Marijuana buds grown indoors. Picture: 123RF/ ERIC LIMON
Marijuana buds grown indoors. Picture: 123RF/ ERIC LIMON

Pot stocks have broken their three-week winning streak, a somewhat ironic shift in sentiment given that last week was full of positives on the US cannabis policy front.

In separate addresses, the governors of New York and New Jersey each said they will make legalisation of recreational cannabis a priority for 2019, potentially opening up a new market with a combined population of close to 30-million.

Perhaps more importantly for the future of the industry, US attorney-general nominee William Barr said he would respect state marijuana laws even though he personally disapproved of legalisation. He also urged Congress to make a country-wide decision on the drug’s legality.

It’s a far cry from his predecessor Jeff Sessions, who once told a US Senate hearing that “good people don’t smoke marijuana” then rescinded an Obama-era policy that took a hands-off approach to the drug.

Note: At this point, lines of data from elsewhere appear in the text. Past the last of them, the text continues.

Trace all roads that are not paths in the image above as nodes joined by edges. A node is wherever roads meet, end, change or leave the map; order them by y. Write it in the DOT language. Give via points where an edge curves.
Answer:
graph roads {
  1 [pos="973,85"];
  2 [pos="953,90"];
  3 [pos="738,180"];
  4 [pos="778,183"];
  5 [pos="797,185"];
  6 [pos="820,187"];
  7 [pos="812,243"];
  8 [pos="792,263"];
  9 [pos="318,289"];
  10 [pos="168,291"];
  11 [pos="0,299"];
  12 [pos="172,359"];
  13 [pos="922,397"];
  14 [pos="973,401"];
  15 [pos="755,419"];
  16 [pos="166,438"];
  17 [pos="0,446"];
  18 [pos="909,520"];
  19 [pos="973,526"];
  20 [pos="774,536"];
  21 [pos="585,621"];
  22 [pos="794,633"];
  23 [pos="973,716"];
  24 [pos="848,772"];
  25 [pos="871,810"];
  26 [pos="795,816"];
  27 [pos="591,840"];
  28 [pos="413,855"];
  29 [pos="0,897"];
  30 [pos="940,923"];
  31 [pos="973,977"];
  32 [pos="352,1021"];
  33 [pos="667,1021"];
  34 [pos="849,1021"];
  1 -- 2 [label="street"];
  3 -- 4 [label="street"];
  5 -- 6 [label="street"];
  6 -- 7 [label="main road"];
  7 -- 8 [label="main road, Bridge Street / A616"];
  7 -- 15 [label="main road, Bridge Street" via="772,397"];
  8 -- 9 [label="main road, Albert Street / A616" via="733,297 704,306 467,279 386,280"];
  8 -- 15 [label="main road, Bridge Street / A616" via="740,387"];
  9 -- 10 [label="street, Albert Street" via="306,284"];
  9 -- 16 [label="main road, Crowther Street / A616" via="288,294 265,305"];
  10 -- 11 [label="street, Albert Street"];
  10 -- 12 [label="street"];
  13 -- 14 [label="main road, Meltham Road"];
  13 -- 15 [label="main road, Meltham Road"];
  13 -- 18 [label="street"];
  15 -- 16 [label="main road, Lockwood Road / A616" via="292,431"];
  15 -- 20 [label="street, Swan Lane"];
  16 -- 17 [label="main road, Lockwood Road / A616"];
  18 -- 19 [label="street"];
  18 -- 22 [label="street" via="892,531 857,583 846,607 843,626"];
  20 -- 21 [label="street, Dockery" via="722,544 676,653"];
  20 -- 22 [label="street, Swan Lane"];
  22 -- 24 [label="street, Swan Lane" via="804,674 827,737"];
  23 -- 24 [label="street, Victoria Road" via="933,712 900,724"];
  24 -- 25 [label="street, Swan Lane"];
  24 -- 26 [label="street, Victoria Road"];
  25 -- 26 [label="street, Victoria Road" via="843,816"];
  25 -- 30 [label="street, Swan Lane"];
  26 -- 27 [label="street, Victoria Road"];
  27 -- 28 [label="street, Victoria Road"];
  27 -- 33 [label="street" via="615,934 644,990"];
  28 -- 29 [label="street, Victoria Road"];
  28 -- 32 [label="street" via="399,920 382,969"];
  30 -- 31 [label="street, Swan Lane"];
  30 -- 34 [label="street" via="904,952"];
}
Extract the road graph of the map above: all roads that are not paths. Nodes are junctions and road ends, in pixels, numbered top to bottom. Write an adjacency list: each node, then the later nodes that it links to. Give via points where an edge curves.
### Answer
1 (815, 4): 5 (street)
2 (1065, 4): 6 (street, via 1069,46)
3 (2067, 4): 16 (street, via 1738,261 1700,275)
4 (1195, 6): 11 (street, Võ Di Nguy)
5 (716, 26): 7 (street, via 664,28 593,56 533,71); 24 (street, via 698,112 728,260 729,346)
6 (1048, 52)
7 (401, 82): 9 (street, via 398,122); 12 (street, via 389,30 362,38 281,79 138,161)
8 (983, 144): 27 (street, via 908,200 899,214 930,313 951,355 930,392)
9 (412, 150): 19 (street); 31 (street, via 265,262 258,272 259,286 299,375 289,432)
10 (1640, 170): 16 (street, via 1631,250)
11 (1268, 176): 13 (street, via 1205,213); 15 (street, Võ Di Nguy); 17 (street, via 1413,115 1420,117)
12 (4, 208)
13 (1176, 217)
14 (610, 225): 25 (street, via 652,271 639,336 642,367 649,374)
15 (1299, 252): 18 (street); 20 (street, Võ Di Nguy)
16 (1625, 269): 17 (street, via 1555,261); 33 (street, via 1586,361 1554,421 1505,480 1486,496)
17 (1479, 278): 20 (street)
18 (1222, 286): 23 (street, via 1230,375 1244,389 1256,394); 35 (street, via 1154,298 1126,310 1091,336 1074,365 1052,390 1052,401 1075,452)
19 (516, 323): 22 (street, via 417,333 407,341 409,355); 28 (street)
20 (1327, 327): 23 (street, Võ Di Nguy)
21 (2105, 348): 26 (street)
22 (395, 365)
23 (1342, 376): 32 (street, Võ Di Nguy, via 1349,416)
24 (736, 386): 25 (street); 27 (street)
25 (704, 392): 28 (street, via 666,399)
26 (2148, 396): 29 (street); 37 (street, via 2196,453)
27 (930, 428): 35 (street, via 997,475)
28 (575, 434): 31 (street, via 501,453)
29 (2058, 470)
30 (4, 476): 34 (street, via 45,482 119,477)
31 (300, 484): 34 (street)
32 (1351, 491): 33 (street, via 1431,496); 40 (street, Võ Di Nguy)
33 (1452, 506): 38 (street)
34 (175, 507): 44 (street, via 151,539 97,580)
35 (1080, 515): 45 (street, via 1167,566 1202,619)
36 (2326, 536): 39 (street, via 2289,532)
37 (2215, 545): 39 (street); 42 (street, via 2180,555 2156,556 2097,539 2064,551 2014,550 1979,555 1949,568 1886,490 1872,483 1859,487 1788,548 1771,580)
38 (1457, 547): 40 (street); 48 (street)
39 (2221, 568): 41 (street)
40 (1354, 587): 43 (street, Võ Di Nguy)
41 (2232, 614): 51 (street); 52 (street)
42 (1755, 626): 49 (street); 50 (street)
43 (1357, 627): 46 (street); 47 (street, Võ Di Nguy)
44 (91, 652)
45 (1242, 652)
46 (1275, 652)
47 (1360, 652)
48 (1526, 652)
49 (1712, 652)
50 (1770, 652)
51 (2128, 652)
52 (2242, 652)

At the time, there was genuine concern that the burgeoning US pot industry might be halted in its tracks. The reality, of course, is that expansion continued unabated. US spending on legal marijuana is expected to reach $22.2bn in 2022 versus $5.9bn in Canada, according to a report released last week by Arcview Market Research and BDS Analytics.

Last week, there was a major milestone for the industry as the descheduling of hemp in the US farm bill starts to bear fruit. Canopy Growth said it would spend up to $150m to build its first production facility in the US, kicking off what is certain to be a wave of Canadian producers moving into the American hemp market.

The real opportunity here is not hemp but its extract cannabidiol, better known as CBD. CBD is quickly being touted as a potential new wonder drug, with proponents saying it eases everything from anxiety and insomnia to pain and inflammation. Various estimates say the US consumer market alone could be worth tens of billions of dollars.

Caution

Caution is warranted however, as the Food and Drug Administration has said CBD cannot be added to food or health products without agency approval, meaning it may take longer than expected for CBD foot cream or elbow braces — two potential products touted by Tilray in its tie-up with Authentic Brands Group — to materialise.

Canadian Imperial Bank of Commerce came out last week with a lengthy initiation note, giving Canopy and Cronos Group outperformer ratings and Aphria a neutral rating. It is a compelling read and a reminder to those who get bogged down in the day-to-day of this industry of the paradigm shift under way.

“Investors rarely get to witness the birth of an industry,” analyst John Zamparo wrote in the note, published on January 17. “Such historic events include the gold rush, inventions of the automobile and aircraft, and the internet.”

But Zamparo pointed out that as in the above examples, “very few companies live up to their lofty expectations”. He said only a handful of firms would come to dominate the global market and believes Canopy and Cronos will be two of the winners, largely because of the investments both have received from outside industries (alcohol in Canopy’s case and tobacco for Cronos).

The Canadian government released data on the first full month of legal recreational sales last week, with total sales of dried cannabis up 22% and total sales of cannabis oil up 14% from October. Given that recreational use was only legal for half of October, these numbers felt a little light to some analysts. Indeed the numbers show that total recreational sales per day decreased by 42% month-on-month, according to Eight Capital analyst Graeme Kreindler.

Demand is clearly not the problem, as supply shortages persist across the country. Instead, it appears to be due to bottlenecks “at multiple points in the supply chain,” including limited cultivation capacity, licensing delays, a shortage of qualified labour, lack of bricks-and-mortar store locations and limited product choice, Kreindler wrote. He expects the issues will begin to subside in the back half of 2019.